TASK OBJECTIVE - Your answer should consist only of the records, copied exactly, with the images removed.

### RECORDED DATA

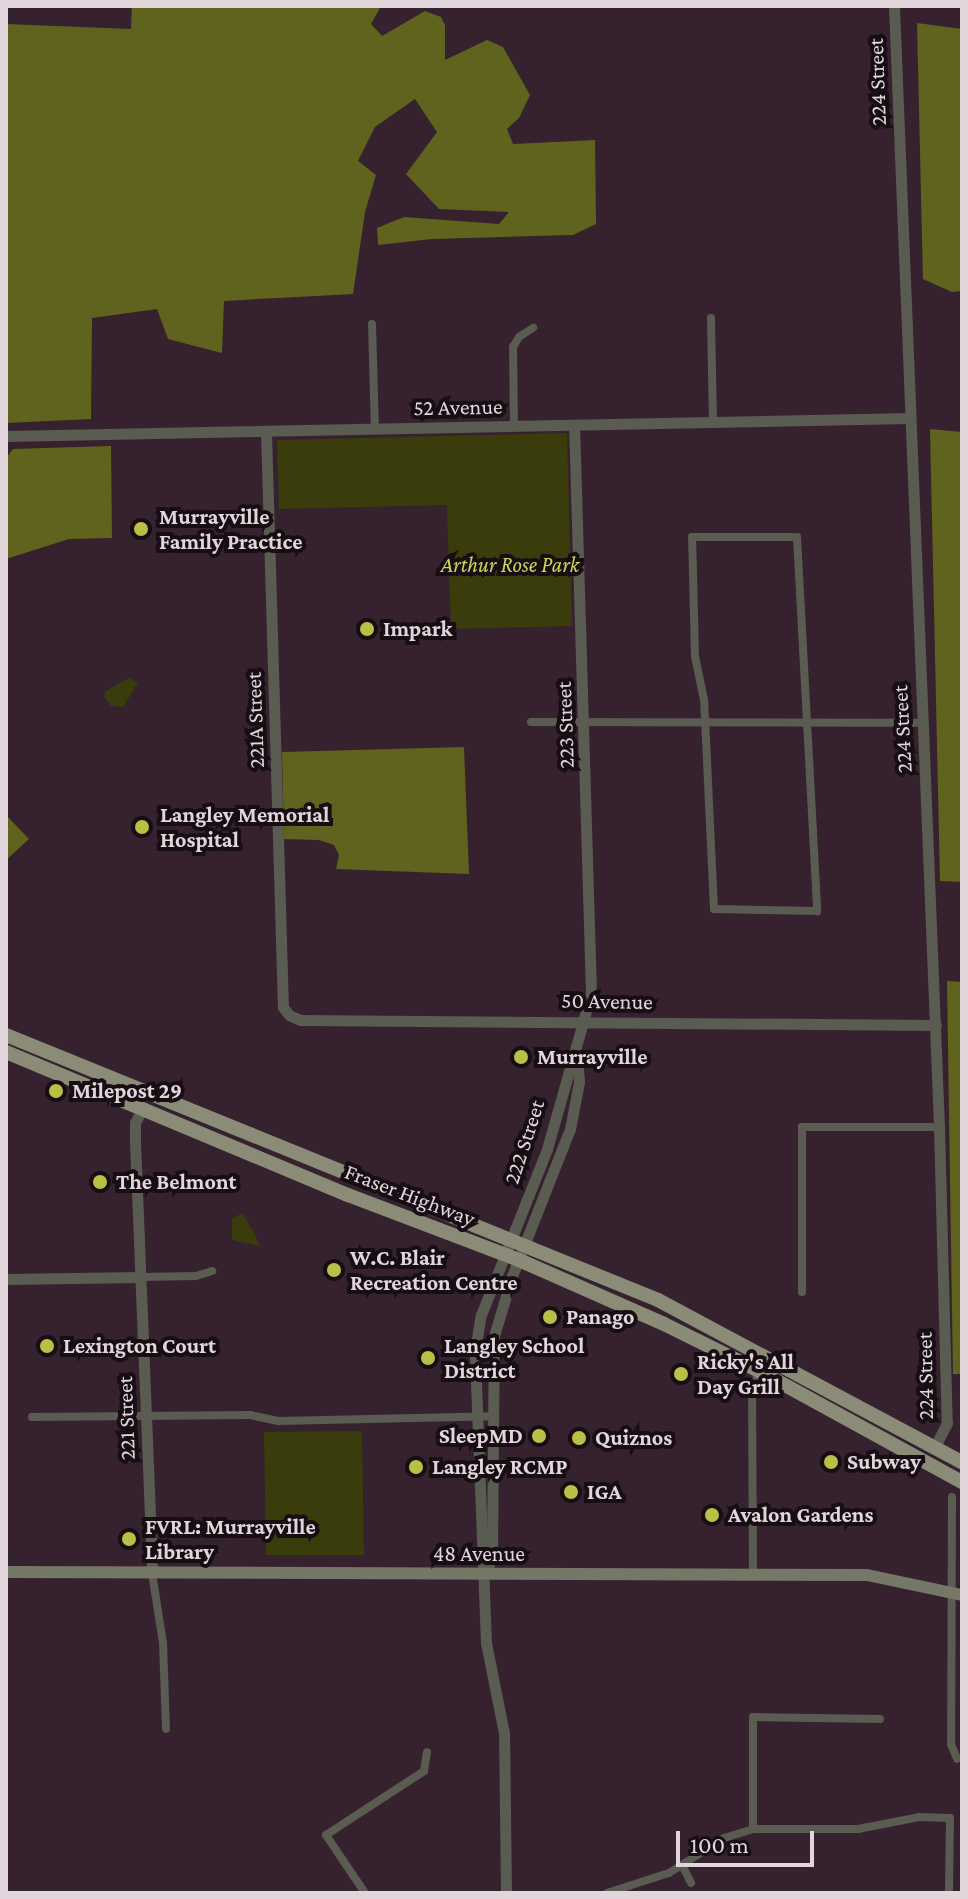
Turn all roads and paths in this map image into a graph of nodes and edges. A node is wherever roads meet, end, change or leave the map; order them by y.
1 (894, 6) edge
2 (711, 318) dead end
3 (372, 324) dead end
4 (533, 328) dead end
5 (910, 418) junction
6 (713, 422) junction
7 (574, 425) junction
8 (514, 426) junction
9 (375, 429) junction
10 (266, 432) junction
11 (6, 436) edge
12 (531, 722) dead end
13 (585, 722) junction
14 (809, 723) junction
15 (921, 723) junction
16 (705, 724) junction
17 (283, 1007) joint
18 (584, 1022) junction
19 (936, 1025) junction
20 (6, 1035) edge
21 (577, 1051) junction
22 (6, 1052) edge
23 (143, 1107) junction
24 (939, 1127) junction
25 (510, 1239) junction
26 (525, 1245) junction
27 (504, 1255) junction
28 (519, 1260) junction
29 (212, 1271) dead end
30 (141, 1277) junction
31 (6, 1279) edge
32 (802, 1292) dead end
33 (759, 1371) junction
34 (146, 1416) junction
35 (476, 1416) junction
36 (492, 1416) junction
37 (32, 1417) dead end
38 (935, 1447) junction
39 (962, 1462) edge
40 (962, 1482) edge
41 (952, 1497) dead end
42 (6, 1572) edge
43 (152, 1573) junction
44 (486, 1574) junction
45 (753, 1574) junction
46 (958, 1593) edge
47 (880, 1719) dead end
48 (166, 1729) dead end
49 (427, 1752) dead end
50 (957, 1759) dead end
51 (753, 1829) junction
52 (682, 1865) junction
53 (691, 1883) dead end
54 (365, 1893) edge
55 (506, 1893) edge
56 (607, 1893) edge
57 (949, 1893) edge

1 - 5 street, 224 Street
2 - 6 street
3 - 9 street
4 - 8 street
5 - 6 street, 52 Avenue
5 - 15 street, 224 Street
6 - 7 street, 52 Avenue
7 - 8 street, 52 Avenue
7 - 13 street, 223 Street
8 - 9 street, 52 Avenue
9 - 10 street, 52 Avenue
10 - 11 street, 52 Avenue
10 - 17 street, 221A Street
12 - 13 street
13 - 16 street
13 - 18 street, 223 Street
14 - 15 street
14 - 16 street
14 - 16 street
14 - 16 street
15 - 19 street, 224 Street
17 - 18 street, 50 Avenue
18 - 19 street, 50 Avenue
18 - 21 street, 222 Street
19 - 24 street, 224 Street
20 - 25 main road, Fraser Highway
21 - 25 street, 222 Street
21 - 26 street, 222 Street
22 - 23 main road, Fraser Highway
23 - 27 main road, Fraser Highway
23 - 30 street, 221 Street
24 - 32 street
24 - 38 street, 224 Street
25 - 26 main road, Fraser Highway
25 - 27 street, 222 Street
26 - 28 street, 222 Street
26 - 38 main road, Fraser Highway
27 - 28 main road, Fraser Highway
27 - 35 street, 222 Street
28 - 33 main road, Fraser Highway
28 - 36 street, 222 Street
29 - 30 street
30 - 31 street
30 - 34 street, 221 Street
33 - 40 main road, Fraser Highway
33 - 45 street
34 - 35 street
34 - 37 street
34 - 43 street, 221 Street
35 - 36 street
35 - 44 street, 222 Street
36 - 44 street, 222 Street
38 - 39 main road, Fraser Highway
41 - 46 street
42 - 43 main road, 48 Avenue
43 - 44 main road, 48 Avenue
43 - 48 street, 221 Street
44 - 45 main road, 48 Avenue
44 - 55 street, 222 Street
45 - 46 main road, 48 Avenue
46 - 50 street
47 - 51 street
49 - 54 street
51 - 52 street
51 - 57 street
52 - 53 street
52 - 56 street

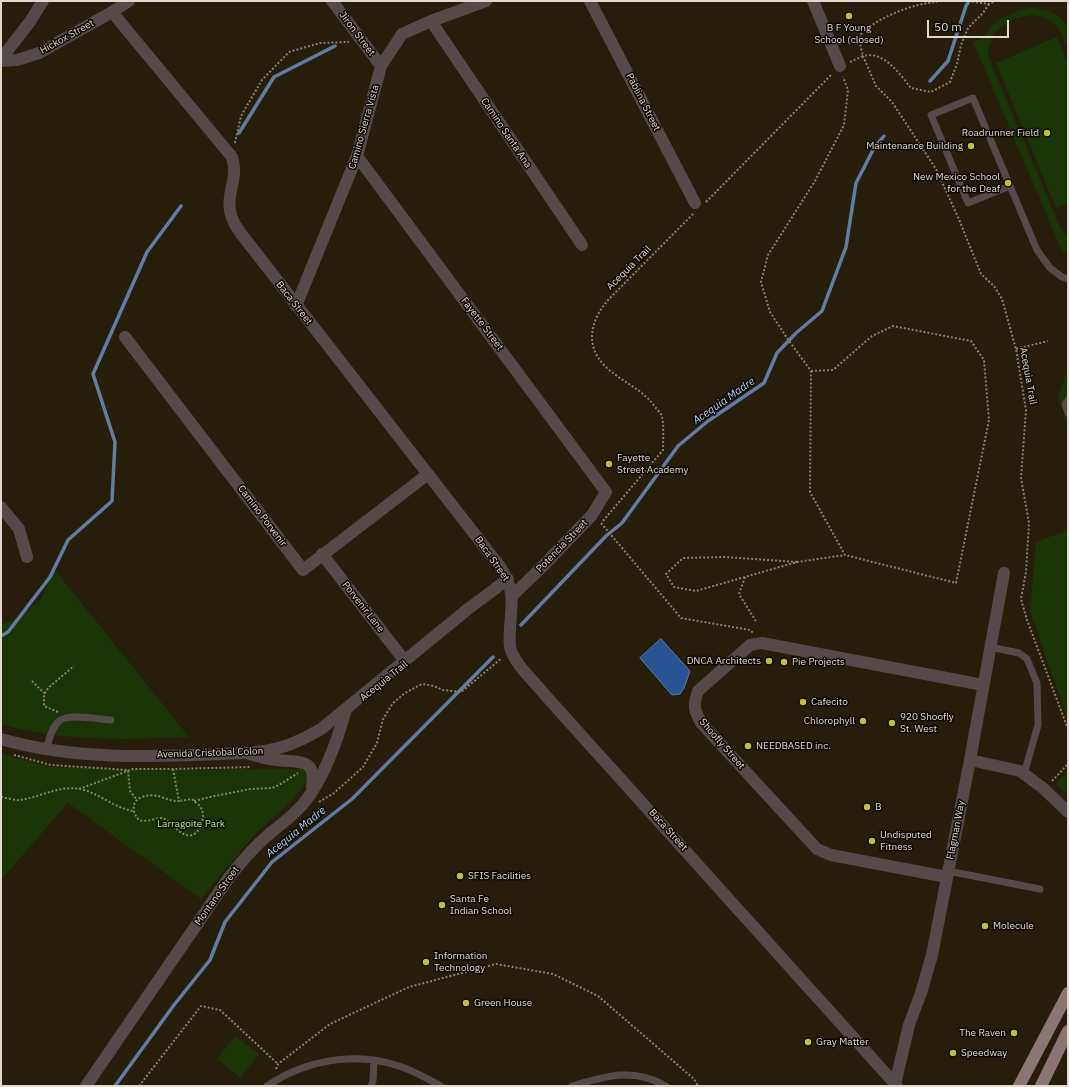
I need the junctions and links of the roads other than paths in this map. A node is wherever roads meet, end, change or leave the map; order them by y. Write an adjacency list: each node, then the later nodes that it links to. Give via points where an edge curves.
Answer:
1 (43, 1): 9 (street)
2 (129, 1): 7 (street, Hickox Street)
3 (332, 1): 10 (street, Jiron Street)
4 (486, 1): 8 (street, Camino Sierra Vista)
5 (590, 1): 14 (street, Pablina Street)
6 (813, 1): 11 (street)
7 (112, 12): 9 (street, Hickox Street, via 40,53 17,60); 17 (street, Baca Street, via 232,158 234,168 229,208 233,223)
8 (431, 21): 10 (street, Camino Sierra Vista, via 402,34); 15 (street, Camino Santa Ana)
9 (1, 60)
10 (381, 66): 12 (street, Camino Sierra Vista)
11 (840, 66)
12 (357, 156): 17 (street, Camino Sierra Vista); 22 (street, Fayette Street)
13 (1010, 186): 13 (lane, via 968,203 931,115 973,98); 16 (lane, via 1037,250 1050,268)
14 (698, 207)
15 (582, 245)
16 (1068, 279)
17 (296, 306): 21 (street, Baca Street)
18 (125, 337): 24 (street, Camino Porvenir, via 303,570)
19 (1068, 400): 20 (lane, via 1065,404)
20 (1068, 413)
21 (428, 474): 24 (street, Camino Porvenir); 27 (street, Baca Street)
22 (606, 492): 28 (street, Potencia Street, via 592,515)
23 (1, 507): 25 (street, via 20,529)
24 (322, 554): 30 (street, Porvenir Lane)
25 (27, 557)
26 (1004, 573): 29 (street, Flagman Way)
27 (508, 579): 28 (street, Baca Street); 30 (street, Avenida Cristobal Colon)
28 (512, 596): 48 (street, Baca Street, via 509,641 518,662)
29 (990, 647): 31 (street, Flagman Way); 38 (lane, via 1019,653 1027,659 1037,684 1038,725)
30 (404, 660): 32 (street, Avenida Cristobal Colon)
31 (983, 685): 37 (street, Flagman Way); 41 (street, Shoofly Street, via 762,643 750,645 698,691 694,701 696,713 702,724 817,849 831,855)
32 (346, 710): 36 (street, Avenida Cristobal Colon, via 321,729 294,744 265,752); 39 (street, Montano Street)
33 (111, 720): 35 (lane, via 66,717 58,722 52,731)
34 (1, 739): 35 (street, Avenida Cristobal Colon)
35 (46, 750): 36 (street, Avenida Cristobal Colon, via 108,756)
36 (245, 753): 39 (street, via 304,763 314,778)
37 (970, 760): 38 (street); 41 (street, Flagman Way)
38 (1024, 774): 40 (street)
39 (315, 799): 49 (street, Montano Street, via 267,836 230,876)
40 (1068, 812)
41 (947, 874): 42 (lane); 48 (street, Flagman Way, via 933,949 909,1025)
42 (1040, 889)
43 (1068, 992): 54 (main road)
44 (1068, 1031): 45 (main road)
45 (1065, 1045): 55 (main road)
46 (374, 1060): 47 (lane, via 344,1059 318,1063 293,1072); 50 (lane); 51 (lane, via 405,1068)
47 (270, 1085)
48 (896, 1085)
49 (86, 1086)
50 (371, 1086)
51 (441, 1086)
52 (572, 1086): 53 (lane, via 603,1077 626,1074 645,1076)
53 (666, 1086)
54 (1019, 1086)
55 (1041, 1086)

######

ANSWER SPACE -
Turn all roads and paths in this map image into a graph of nodes and edges. A node is wherever roads meet, end, change or leave the map; order them by y.
1 (894, 6) edge
2 (711, 318) dead end
3 (372, 324) dead end
4 (533, 328) dead end
5 (910, 418) junction
6 (713, 422) junction
7 (574, 425) junction
8 (514, 426) junction
9 (375, 429) junction
10 (266, 432) junction
11 (6, 436) edge
12 (531, 722) dead end
13 (585, 722) junction
14 (809, 723) junction
15 (921, 723) junction
16 (705, 724) junction
17 (283, 1007) joint
18 (584, 1022) junction
19 (936, 1025) junction
20 (6, 1035) edge
21 (577, 1051) junction
22 (6, 1052) edge
23 (143, 1107) junction
24 (939, 1127) junction
25 (510, 1239) junction
26 (525, 1245) junction
27 (504, 1255) junction
28 (519, 1260) junction
29 (212, 1271) dead end
30 (141, 1277) junction
31 (6, 1279) edge
32 (802, 1292) dead end
33 (759, 1371) junction
34 (146, 1416) junction
35 (476, 1416) junction
36 (492, 1416) junction
37 (32, 1417) dead end
38 (935, 1447) junction
39 (962, 1462) edge
40 (962, 1482) edge
41 (952, 1497) dead end
42 (6, 1572) edge
43 (152, 1573) junction
44 (486, 1574) junction
45 (753, 1574) junction
46 (958, 1593) edge
47 (880, 1719) dead end
48 (166, 1729) dead end
49 (427, 1752) dead end
50 (957, 1759) dead end
51 (753, 1829) junction
52 (682, 1865) junction
53 (691, 1883) dead end
54 (365, 1893) edge
55 (506, 1893) edge
56 (607, 1893) edge
57 (949, 1893) edge

1 - 5 street, 224 Street
2 - 6 street
3 - 9 street
4 - 8 street
5 - 6 street, 52 Avenue
5 - 15 street, 224 Street
6 - 7 street, 52 Avenue
7 - 8 street, 52 Avenue
7 - 13 street, 223 Street
8 - 9 street, 52 Avenue
9 - 10 street, 52 Avenue
10 - 11 street, 52 Avenue
10 - 17 street, 221A Street
12 - 13 street
13 - 16 street
13 - 18 street, 223 Street
14 - 15 street
14 - 16 street
14 - 16 street
14 - 16 street
15 - 19 street, 224 Street
17 - 18 street, 50 Avenue
18 - 19 street, 50 Avenue
18 - 21 street, 222 Street
19 - 24 street, 224 Street
20 - 25 main road, Fraser Highway
21 - 25 street, 222 Street
21 - 26 street, 222 Street
22 - 23 main road, Fraser Highway
23 - 27 main road, Fraser Highway
23 - 30 street, 221 Street
24 - 32 street
24 - 38 street, 224 Street
25 - 26 main road, Fraser Highway
25 - 27 street, 222 Street
26 - 28 street, 222 Street
26 - 38 main road, Fraser Highway
27 - 28 main road, Fraser Highway
27 - 35 street, 222 Street
28 - 33 main road, Fraser Highway
28 - 36 street, 222 Street
29 - 30 street
30 - 31 street
30 - 34 street, 221 Street
33 - 40 main road, Fraser Highway
33 - 45 street
34 - 35 street
34 - 37 street
34 - 43 street, 221 Street
35 - 36 street
35 - 44 street, 222 Street
36 - 44 street, 222 Street
38 - 39 main road, Fraser Highway
41 - 46 street
42 - 43 main road, 48 Avenue
43 - 44 main road, 48 Avenue
43 - 48 street, 221 Street
44 - 45 main road, 48 Avenue
44 - 55 street, 222 Street
45 - 46 main road, 48 Avenue
46 - 50 street
47 - 51 street
49 - 54 street
51 - 52 street
51 - 57 street
52 - 53 street
52 - 56 street

I need the junctions and links of the roads other than paths in this map. A node is wherever roads meet, end, change or leave the map; order them by y. Write an adjacency list: each node, then the later nodes that it links to. Give via points where an edge curves.
Answer:
1 (43, 1): 9 (street)
2 (129, 1): 7 (street, Hickox Street)
3 (332, 1): 10 (street, Jiron Street)
4 (486, 1): 8 (street, Camino Sierra Vista)
5 (590, 1): 14 (street, Pablina Street)
6 (813, 1): 11 (street)
7 (112, 12): 9 (street, Hickox Street, via 40,53 17,60); 17 (street, Baca Street, via 232,158 234,168 229,208 233,223)
8 (431, 21): 10 (street, Camino Sierra Vista, via 402,34); 15 (street, Camino Santa Ana)
9 (1, 60)
10 (381, 66): 12 (street, Camino Sierra Vista)
11 (840, 66)
12 (357, 156): 17 (street, Camino Sierra Vista); 22 (street, Fayette Street)
13 (1010, 186): 13 (lane, via 968,203 931,115 973,98); 16 (lane, via 1037,250 1050,268)
14 (698, 207)
15 (582, 245)
16 (1068, 279)
17 (296, 306): 21 (street, Baca Street)
18 (125, 337): 24 (street, Camino Porvenir, via 303,570)
19 (1068, 400): 20 (lane, via 1065,404)
20 (1068, 413)
21 (428, 474): 24 (street, Camino Porvenir); 27 (street, Baca Street)
22 (606, 492): 28 (street, Potencia Street, via 592,515)
23 (1, 507): 25 (street, via 20,529)
24 (322, 554): 30 (street, Porvenir Lane)
25 (27, 557)
26 (1004, 573): 29 (street, Flagman Way)
27 (508, 579): 28 (street, Baca Street); 30 (street, Avenida Cristobal Colon)
28 (512, 596): 48 (street, Baca Street, via 509,641 518,662)
29 (990, 647): 31 (street, Flagman Way); 38 (lane, via 1019,653 1027,659 1037,684 1038,725)
30 (404, 660): 32 (street, Avenida Cristobal Colon)
31 (983, 685): 37 (street, Flagman Way); 41 (street, Shoofly Street, via 762,643 750,645 698,691 694,701 696,713 702,724 817,849 831,855)
32 (346, 710): 36 (street, Avenida Cristobal Colon, via 321,729 294,744 265,752); 39 (street, Montano Street)
33 (111, 720): 35 (lane, via 66,717 58,722 52,731)
34 (1, 739): 35 (street, Avenida Cristobal Colon)
35 (46, 750): 36 (street, Avenida Cristobal Colon, via 108,756)
36 (245, 753): 39 (street, via 304,763 314,778)
37 (970, 760): 38 (street); 41 (street, Flagman Way)
38 (1024, 774): 40 (street)
39 (315, 799): 49 (street, Montano Street, via 267,836 230,876)
40 (1068, 812)
41 (947, 874): 42 (lane); 48 (street, Flagman Way, via 933,949 909,1025)
42 (1040, 889)
43 (1068, 992): 54 (main road)
44 (1068, 1031): 45 (main road)
45 (1065, 1045): 55 (main road)
46 (374, 1060): 47 (lane, via 344,1059 318,1063 293,1072); 50 (lane); 51 (lane, via 405,1068)
47 (270, 1085)
48 (896, 1085)
49 (86, 1086)
50 (371, 1086)
51 (441, 1086)
52 (572, 1086): 53 (lane, via 603,1077 626,1074 645,1076)
53 (666, 1086)
54 (1019, 1086)
55 (1041, 1086)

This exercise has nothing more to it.